A working capital adjustment is a post-closing true-up that adjusts the purchase price based on the actual working capital delivered at closing vs an agreed-upon target ('the peg'). If working capital at closing exceeds the peg, the buyer pays the seller the excess; if it's below the peg, the seller refunds the buyer. The peg is typically set at the trailing 12-month average and can shift the final purchase price by hundreds of thousands of dollars in unexpected directions.
Working capital adjustments exist because buyers expect to receive a 'normal' level of working capital with the business, enough accounts receivable, inventory, and other operating assets to run the business without immediate additional investment. Without an adjustment, a seller could strip working capital before closing (collect receivables, run down inventory, delay paying payables) and effectively transfer cash to themselves at the buyer's expense.
Setting the peg is the most consequential and most negotiated element of the working capital adjustment. The peg is typically based on the trailing 12-month average working capital, but the definition of working capital (which items are included or excluded), the calculation methodology (GAAP vs management adjustments), and the time period (12 months vs 6 months vs the prior fiscal year) all materially change the number. A peg set $500K too high effectively reduces purchase price by $500K when the post-closing true-up runs.
The true-up process: at closing, the seller delivers an estimated working capital number based on the closing balance sheet. The buyer then has typically 60-120 days post-closing to prepare a final working capital calculation. If the buyer's calculation differs from the seller's estimate, dispute resolution procedures kick in, usually a window for negotiation followed by binding arbitration by a designated accounting firm if no agreement is reached.
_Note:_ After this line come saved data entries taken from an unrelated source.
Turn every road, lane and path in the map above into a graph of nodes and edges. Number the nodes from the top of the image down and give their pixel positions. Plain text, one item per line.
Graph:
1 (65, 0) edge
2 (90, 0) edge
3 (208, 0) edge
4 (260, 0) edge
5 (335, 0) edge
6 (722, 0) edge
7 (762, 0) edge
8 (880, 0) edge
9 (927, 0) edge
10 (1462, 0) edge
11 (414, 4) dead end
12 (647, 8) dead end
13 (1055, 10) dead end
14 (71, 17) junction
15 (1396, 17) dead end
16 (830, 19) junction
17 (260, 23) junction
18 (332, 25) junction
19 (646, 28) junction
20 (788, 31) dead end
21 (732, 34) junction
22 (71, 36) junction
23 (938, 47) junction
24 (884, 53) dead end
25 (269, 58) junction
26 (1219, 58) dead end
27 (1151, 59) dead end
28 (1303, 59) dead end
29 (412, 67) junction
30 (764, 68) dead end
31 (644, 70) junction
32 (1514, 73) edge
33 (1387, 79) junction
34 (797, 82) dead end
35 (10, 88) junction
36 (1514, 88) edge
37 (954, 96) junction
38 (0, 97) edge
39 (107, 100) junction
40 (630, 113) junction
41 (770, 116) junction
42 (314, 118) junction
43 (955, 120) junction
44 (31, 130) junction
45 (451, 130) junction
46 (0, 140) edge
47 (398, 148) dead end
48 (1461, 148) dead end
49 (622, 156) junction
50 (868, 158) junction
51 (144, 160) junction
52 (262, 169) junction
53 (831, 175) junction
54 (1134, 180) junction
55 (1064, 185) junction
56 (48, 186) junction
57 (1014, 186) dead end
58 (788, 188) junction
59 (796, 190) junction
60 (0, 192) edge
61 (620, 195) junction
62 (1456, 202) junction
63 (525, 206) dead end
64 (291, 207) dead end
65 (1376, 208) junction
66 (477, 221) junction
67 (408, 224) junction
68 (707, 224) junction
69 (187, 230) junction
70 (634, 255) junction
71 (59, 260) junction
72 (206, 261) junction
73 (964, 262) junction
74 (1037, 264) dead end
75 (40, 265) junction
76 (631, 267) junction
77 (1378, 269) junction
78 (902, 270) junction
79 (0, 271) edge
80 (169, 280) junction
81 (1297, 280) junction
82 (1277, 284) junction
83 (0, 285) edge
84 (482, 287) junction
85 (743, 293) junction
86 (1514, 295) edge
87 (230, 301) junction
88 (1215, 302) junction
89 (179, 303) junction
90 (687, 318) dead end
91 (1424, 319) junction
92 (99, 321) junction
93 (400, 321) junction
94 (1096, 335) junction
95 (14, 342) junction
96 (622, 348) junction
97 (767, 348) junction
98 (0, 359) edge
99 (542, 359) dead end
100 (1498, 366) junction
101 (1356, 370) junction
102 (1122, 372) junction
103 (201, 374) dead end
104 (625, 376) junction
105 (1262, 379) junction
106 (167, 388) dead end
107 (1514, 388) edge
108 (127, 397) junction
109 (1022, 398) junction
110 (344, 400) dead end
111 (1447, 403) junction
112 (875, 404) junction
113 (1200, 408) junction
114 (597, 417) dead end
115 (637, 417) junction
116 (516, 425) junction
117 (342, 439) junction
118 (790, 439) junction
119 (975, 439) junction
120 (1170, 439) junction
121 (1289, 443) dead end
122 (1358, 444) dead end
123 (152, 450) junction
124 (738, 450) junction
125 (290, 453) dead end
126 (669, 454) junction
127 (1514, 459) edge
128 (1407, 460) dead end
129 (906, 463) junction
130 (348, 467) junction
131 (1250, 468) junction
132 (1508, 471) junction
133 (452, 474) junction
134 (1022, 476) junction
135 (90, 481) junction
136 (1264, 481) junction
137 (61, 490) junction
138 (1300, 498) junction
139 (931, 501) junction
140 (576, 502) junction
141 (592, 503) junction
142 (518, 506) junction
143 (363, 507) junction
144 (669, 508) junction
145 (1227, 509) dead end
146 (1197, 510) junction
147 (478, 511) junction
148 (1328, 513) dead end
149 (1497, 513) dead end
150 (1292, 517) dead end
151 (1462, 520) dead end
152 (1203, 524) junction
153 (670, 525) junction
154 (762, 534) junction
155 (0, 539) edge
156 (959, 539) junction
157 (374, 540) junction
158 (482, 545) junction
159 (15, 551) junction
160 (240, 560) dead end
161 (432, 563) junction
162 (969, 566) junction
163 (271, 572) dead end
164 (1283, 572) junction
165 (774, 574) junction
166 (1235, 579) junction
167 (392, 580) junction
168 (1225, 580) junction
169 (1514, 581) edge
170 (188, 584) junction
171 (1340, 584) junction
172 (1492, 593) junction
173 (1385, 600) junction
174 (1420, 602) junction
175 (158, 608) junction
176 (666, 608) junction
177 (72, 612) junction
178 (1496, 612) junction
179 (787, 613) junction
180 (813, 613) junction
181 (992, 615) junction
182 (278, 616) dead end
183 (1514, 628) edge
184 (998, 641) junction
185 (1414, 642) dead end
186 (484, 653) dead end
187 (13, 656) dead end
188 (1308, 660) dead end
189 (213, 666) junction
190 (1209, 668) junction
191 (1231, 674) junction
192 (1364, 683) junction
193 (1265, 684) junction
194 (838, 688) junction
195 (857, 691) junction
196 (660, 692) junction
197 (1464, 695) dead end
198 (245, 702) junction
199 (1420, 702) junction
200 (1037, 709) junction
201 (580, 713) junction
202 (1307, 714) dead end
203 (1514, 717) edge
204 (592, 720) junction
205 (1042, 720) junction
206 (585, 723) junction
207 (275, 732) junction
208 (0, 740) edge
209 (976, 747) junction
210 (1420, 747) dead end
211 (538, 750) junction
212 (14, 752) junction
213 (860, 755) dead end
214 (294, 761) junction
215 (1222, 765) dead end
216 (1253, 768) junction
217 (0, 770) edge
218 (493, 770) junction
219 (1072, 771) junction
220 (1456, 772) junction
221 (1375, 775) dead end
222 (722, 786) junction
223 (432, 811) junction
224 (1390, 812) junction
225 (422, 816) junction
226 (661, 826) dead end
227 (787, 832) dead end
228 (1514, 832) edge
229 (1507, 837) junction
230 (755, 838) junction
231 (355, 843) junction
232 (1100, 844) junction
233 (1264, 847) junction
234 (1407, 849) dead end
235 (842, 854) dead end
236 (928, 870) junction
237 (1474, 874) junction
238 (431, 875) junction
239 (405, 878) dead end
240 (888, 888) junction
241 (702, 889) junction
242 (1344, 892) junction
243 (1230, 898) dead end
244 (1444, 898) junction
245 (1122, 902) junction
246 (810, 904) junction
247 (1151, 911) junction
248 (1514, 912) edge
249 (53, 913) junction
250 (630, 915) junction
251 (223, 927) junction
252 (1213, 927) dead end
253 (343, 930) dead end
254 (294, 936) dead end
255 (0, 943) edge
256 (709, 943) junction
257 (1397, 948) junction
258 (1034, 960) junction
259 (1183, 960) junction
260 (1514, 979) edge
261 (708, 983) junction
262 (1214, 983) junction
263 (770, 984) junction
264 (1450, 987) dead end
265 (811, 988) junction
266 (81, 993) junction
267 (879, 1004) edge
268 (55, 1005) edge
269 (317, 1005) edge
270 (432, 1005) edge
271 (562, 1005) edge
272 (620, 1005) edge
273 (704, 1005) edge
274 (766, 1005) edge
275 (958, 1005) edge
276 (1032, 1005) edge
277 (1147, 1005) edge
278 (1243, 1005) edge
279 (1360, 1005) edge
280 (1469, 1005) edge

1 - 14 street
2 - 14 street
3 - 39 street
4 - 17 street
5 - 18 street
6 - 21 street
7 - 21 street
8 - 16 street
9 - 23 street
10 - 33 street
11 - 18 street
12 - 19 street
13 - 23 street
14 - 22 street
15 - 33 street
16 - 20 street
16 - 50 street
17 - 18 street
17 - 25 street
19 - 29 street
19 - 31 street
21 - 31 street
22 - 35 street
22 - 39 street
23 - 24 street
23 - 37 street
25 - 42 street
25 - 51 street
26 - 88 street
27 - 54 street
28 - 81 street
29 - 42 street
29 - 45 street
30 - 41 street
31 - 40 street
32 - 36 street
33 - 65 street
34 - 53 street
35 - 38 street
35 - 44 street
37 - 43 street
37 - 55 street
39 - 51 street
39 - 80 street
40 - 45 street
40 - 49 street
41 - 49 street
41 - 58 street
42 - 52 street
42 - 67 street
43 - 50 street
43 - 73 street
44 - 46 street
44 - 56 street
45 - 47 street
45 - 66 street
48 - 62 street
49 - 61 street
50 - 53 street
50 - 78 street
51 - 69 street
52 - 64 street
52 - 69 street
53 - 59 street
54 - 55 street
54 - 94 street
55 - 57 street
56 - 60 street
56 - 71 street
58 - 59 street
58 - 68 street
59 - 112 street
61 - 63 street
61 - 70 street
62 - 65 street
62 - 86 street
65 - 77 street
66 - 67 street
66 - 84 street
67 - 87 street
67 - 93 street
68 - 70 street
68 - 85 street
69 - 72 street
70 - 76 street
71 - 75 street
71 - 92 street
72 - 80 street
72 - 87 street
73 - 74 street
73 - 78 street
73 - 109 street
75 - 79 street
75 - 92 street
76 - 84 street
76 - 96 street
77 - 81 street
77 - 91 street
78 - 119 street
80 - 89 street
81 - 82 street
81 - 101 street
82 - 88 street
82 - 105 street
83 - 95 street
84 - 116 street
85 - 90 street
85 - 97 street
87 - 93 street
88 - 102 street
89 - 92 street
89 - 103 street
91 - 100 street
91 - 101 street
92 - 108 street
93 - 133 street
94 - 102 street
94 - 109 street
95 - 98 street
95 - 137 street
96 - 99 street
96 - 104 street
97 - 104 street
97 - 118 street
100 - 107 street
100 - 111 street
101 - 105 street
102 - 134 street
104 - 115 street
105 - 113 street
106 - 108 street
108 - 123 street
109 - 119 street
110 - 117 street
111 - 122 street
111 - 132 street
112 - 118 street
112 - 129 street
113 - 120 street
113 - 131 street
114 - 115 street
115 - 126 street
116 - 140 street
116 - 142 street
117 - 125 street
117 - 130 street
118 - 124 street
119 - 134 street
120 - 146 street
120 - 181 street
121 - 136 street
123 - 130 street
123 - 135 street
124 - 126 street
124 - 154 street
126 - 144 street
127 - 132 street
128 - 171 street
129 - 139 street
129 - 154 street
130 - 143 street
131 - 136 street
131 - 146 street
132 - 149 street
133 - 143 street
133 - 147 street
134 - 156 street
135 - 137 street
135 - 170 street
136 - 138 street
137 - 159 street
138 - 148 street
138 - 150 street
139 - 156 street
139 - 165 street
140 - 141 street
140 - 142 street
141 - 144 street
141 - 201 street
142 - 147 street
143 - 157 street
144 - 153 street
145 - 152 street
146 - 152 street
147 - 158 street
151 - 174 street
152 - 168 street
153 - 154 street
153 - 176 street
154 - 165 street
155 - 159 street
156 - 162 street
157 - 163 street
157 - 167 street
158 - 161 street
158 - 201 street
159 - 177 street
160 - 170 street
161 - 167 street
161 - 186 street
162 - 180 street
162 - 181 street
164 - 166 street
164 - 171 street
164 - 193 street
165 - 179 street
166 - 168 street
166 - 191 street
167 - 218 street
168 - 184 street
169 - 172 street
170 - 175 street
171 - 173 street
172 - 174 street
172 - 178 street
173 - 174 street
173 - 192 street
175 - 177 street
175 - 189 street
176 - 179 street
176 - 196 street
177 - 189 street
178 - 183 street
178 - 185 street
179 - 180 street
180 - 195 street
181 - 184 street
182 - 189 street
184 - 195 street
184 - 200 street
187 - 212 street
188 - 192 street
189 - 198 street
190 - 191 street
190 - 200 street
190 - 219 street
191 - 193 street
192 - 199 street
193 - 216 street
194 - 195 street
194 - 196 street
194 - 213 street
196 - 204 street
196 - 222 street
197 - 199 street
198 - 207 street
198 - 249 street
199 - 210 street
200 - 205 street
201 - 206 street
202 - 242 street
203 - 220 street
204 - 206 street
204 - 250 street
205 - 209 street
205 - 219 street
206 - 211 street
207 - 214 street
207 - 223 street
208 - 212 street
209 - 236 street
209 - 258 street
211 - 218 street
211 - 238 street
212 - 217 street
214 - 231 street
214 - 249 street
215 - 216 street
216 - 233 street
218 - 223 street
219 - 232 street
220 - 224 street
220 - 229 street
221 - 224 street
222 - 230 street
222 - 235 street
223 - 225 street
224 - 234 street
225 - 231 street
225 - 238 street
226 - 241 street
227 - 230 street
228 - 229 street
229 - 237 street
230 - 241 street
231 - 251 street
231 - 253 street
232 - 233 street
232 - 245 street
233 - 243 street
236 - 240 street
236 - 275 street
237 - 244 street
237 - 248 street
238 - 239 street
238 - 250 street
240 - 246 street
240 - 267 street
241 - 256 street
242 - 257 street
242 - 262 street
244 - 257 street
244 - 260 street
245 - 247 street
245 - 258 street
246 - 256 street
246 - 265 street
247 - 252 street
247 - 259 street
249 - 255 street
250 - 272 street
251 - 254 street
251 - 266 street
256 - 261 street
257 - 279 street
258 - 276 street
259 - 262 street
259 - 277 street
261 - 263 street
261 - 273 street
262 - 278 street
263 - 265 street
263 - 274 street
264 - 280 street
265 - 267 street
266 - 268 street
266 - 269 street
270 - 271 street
Common disputes: classification of items (is it working capital or capital expenditure? is it operating or financing?), valuation of inventory (what's the right reserve for obsolete inventory?), collectability of receivables (what reserve for bad debts?), and timing items (year-end accruals, prepaid expenses, deferred revenue). For Northern Suburbs business sellers, a clean sell-side analysis of working capital before going to market, and a defensible methodology for setting the peg, is one of the highest-ROI activities in the entire sale process.
Key facts
- Working capital adjustment: post-closing true-up based on actual vs target ('peg') working capital
- Typical peg: trailing 12-month average working capital
- Common definition: current assets (excluding cash) minus current liabilities (excluding debt)
- Excludes: cash (delivered debt-free, cash-free) and indebtedness (the buyer pays off seller debt at closing)
- True-up window: typically 60-120 days post-closing for buyer to deliver final calculation
- Disputes resolved through: negotiation, then binding arbitration by a designated accounting firm
How does 'cash-free, debt-free' interact with the working capital adjustment?
Most lower-middle market deals are structured as 'cash-free, debt-free, with a normalized working capital adjustment.' This means the seller keeps all cash on the balance sheet at closing, the seller pays off all debt at closing (or the buyer pays it off and reduces the price by the same amount), and the working capital delivered must equal the peg. Cash and debt are intentionally excluded from the working capital calculation because they're handled separately. A common error: classifying items that are really debt-like (deferred revenue from prepaid customers, accrued bonus liabilities) as working capital when they should be treated as debt.
Can working capital adjustments reduce the purchase price by a lot?
Yes, especially for businesses with significant seasonality, large customer concentration in receivables, or substantial inventory levels. We've seen working capital adjustments swing the final purchase price by 5-10% of the headline number, sometimes hundreds of thousands or more than $1 million for larger deals. The biggest unexpected reductions usually come from: (1) inventory reserves the buyer applies that the seller didn't have on the books; (2) bad debt reserves the buyer applies on receivables; (3) reclassification of items the seller treated as cash-equivalents but the buyer considers working capital.